# WHAT YOU NEED TO DO
An exact copy of every entry is needed, without the pictures.

# DATA RECORDS
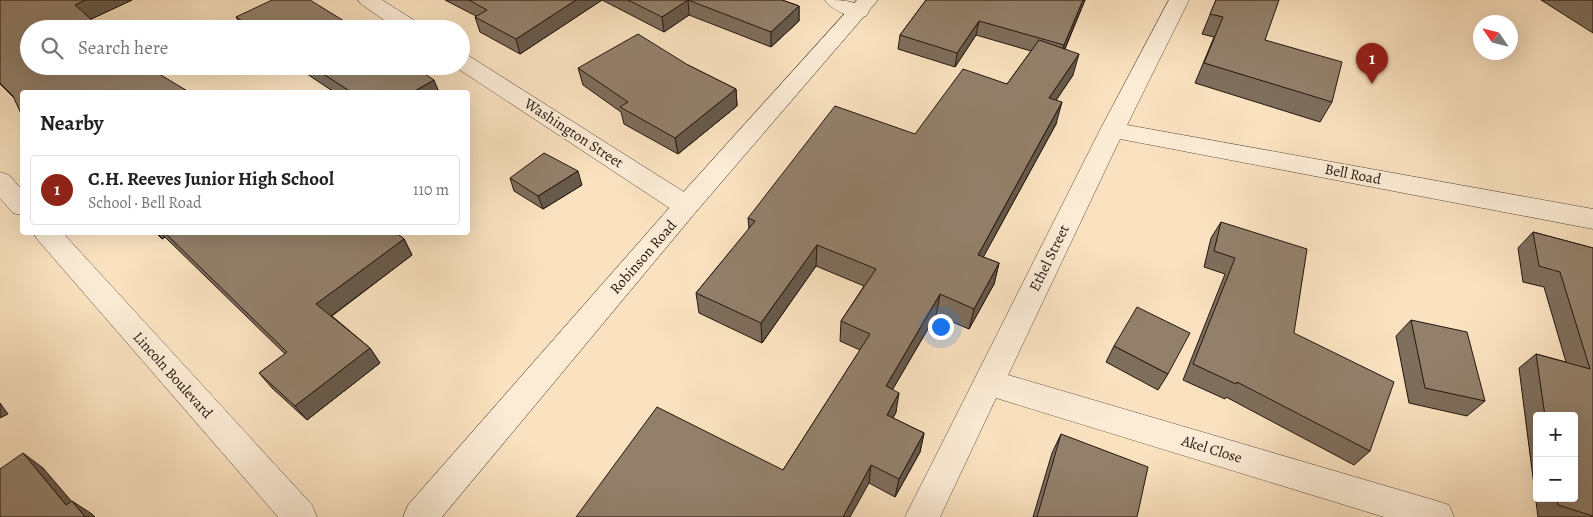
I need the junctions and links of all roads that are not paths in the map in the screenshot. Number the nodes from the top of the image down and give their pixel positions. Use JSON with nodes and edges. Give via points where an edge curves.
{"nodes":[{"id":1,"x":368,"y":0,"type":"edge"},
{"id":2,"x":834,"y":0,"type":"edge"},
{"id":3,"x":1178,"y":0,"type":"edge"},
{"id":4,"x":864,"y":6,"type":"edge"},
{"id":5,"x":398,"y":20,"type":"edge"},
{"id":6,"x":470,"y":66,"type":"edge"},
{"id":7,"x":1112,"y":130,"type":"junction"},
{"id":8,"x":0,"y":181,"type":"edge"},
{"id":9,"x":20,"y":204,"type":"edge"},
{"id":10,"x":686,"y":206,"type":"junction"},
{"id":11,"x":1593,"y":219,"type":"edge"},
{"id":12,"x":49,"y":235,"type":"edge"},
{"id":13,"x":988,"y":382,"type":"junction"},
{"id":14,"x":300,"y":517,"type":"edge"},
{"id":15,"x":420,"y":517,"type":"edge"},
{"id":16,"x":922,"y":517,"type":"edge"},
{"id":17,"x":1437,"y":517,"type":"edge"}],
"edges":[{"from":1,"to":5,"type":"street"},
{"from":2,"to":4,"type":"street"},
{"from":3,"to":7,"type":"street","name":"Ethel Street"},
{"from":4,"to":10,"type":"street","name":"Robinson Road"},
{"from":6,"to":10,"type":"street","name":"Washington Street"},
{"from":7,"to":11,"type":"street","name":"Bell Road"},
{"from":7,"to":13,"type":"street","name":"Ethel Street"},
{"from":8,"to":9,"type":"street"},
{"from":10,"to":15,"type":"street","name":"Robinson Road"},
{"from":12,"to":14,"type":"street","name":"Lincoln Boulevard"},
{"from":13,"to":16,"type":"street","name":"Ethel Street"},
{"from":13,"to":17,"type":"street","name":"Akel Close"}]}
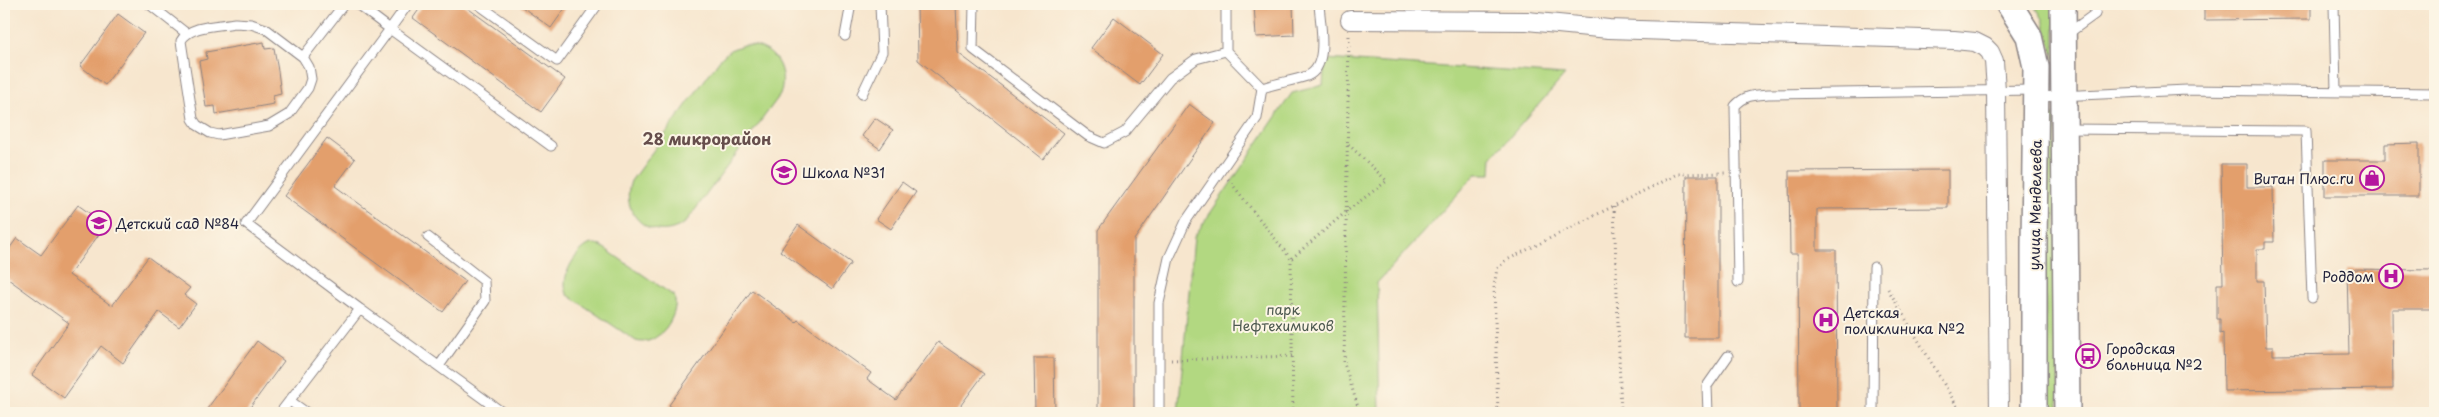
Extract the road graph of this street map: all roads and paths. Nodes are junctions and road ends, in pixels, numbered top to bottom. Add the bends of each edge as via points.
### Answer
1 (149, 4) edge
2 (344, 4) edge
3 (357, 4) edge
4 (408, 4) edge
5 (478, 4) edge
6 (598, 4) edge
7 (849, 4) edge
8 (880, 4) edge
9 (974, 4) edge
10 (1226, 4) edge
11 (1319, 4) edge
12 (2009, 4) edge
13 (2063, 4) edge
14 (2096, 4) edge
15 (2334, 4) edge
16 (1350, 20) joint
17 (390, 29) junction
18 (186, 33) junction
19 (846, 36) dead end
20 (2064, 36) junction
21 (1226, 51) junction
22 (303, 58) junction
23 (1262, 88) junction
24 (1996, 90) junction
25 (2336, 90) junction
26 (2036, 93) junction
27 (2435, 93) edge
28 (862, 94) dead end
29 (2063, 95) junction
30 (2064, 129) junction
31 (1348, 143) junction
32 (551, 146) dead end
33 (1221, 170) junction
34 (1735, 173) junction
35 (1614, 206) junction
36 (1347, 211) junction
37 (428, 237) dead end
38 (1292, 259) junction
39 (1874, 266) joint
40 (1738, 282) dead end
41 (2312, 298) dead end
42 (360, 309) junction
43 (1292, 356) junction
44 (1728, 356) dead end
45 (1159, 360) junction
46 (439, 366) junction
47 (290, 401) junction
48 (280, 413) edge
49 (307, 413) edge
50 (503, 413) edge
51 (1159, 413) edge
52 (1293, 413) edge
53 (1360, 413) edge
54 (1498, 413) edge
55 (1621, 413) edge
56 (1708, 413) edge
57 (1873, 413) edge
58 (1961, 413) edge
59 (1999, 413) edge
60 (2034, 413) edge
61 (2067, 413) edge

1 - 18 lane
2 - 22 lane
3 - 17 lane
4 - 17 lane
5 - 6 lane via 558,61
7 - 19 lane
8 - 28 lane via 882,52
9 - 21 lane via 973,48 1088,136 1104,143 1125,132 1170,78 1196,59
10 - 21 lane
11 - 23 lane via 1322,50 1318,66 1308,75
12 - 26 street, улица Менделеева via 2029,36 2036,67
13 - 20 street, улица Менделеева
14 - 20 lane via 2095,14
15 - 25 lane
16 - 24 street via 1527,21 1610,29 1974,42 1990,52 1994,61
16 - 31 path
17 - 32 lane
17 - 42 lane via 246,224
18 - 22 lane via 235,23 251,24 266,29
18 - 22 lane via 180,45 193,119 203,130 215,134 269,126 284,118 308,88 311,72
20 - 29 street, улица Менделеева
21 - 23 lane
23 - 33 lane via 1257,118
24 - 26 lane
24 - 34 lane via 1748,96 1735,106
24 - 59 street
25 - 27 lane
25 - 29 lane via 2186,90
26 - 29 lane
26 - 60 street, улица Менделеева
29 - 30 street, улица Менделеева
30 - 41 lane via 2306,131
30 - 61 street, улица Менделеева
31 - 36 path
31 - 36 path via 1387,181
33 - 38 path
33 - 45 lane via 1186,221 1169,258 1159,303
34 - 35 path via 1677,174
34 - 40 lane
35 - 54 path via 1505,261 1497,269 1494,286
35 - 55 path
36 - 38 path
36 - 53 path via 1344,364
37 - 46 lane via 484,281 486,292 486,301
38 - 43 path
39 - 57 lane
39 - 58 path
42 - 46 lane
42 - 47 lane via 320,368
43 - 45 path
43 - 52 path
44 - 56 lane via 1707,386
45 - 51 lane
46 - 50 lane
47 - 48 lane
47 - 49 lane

# WRITTEN SOLUTION
I need the junctions and links of all roads that are not paths in the map in the screenshot. Number the nodes from the top of the image down and give their pixel positions. Use JSON with nodes and edges. Give via points where an edge curves.
{"nodes":[{"id":1,"x":368,"y":0,"type":"edge"},
{"id":2,"x":834,"y":0,"type":"edge"},
{"id":3,"x":1178,"y":0,"type":"edge"},
{"id":4,"x":864,"y":6,"type":"edge"},
{"id":5,"x":398,"y":20,"type":"edge"},
{"id":6,"x":470,"y":66,"type":"edge"},
{"id":7,"x":1112,"y":130,"type":"junction"},
{"id":8,"x":0,"y":181,"type":"edge"},
{"id":9,"x":20,"y":204,"type":"edge"},
{"id":10,"x":686,"y":206,"type":"junction"},
{"id":11,"x":1593,"y":219,"type":"edge"},
{"id":12,"x":49,"y":235,"type":"edge"},
{"id":13,"x":988,"y":382,"type":"junction"},
{"id":14,"x":300,"y":517,"type":"edge"},
{"id":15,"x":420,"y":517,"type":"edge"},
{"id":16,"x":922,"y":517,"type":"edge"},
{"id":17,"x":1437,"y":517,"type":"edge"}],
"edges":[{"from":1,"to":5,"type":"street"},
{"from":2,"to":4,"type":"street"},
{"from":3,"to":7,"type":"street","name":"Ethel Street"},
{"from":4,"to":10,"type":"street","name":"Robinson Road"},
{"from":6,"to":10,"type":"street","name":"Washington Street"},
{"from":7,"to":11,"type":"street","name":"Bell Road"},
{"from":7,"to":13,"type":"street","name":"Ethel Street"},
{"from":8,"to":9,"type":"street"},
{"from":10,"to":15,"type":"street","name":"Robinson Road"},
{"from":12,"to":14,"type":"street","name":"Lincoln Boulevard"},
{"from":13,"to":16,"type":"street","name":"Ethel Street"},
{"from":13,"to":17,"type":"street","name":"Akel Close"}]}
Extract the road graph of this street map: all roads and paths. Nodes are junctions and road ends, in pixels, numbered top to bottom. Add the bends of each edge as via points.
### Answer
1 (149, 4) edge
2 (344, 4) edge
3 (357, 4) edge
4 (408, 4) edge
5 (478, 4) edge
6 (598, 4) edge
7 (849, 4) edge
8 (880, 4) edge
9 (974, 4) edge
10 (1226, 4) edge
11 (1319, 4) edge
12 (2009, 4) edge
13 (2063, 4) edge
14 (2096, 4) edge
15 (2334, 4) edge
16 (1350, 20) joint
17 (390, 29) junction
18 (186, 33) junction
19 (846, 36) dead end
20 (2064, 36) junction
21 (1226, 51) junction
22 (303, 58) junction
23 (1262, 88) junction
24 (1996, 90) junction
25 (2336, 90) junction
26 (2036, 93) junction
27 (2435, 93) edge
28 (862, 94) dead end
29 (2063, 95) junction
30 (2064, 129) junction
31 (1348, 143) junction
32 (551, 146) dead end
33 (1221, 170) junction
34 (1735, 173) junction
35 (1614, 206) junction
36 (1347, 211) junction
37 (428, 237) dead end
38 (1292, 259) junction
39 (1874, 266) joint
40 (1738, 282) dead end
41 (2312, 298) dead end
42 (360, 309) junction
43 (1292, 356) junction
44 (1728, 356) dead end
45 (1159, 360) junction
46 (439, 366) junction
47 (290, 401) junction
48 (280, 413) edge
49 (307, 413) edge
50 (503, 413) edge
51 (1159, 413) edge
52 (1293, 413) edge
53 (1360, 413) edge
54 (1498, 413) edge
55 (1621, 413) edge
56 (1708, 413) edge
57 (1873, 413) edge
58 (1961, 413) edge
59 (1999, 413) edge
60 (2034, 413) edge
61 (2067, 413) edge

1 - 18 lane
2 - 22 lane
3 - 17 lane
4 - 17 lane
5 - 6 lane via 558,61
7 - 19 lane
8 - 28 lane via 882,52
9 - 21 lane via 973,48 1088,136 1104,143 1125,132 1170,78 1196,59
10 - 21 lane
11 - 23 lane via 1322,50 1318,66 1308,75
12 - 26 street, улица Менделеева via 2029,36 2036,67
13 - 20 street, улица Менделеева
14 - 20 lane via 2095,14
15 - 25 lane
16 - 24 street via 1527,21 1610,29 1974,42 1990,52 1994,61
16 - 31 path
17 - 32 lane
17 - 42 lane via 246,224
18 - 22 lane via 235,23 251,24 266,29
18 - 22 lane via 180,45 193,119 203,130 215,134 269,126 284,118 308,88 311,72
20 - 29 street, улица Менделеева
21 - 23 lane
23 - 33 lane via 1257,118
24 - 26 lane
24 - 34 lane via 1748,96 1735,106
24 - 59 street
25 - 27 lane
25 - 29 lane via 2186,90
26 - 29 lane
26 - 60 street, улица Менделеева
29 - 30 street, улица Менделеева
30 - 41 lane via 2306,131
30 - 61 street, улица Менделеева
31 - 36 path
31 - 36 path via 1387,181
33 - 38 path
33 - 45 lane via 1186,221 1169,258 1159,303
34 - 35 path via 1677,174
34 - 40 lane
35 - 54 path via 1505,261 1497,269 1494,286
35 - 55 path
36 - 38 path
36 - 53 path via 1344,364
37 - 46 lane via 484,281 486,292 486,301
38 - 43 path
39 - 57 lane
39 - 58 path
42 - 46 lane
42 - 47 lane via 320,368
43 - 45 path
43 - 52 path
44 - 56 lane via 1707,386
45 - 51 lane
46 - 50 lane
47 - 48 lane
47 - 49 lane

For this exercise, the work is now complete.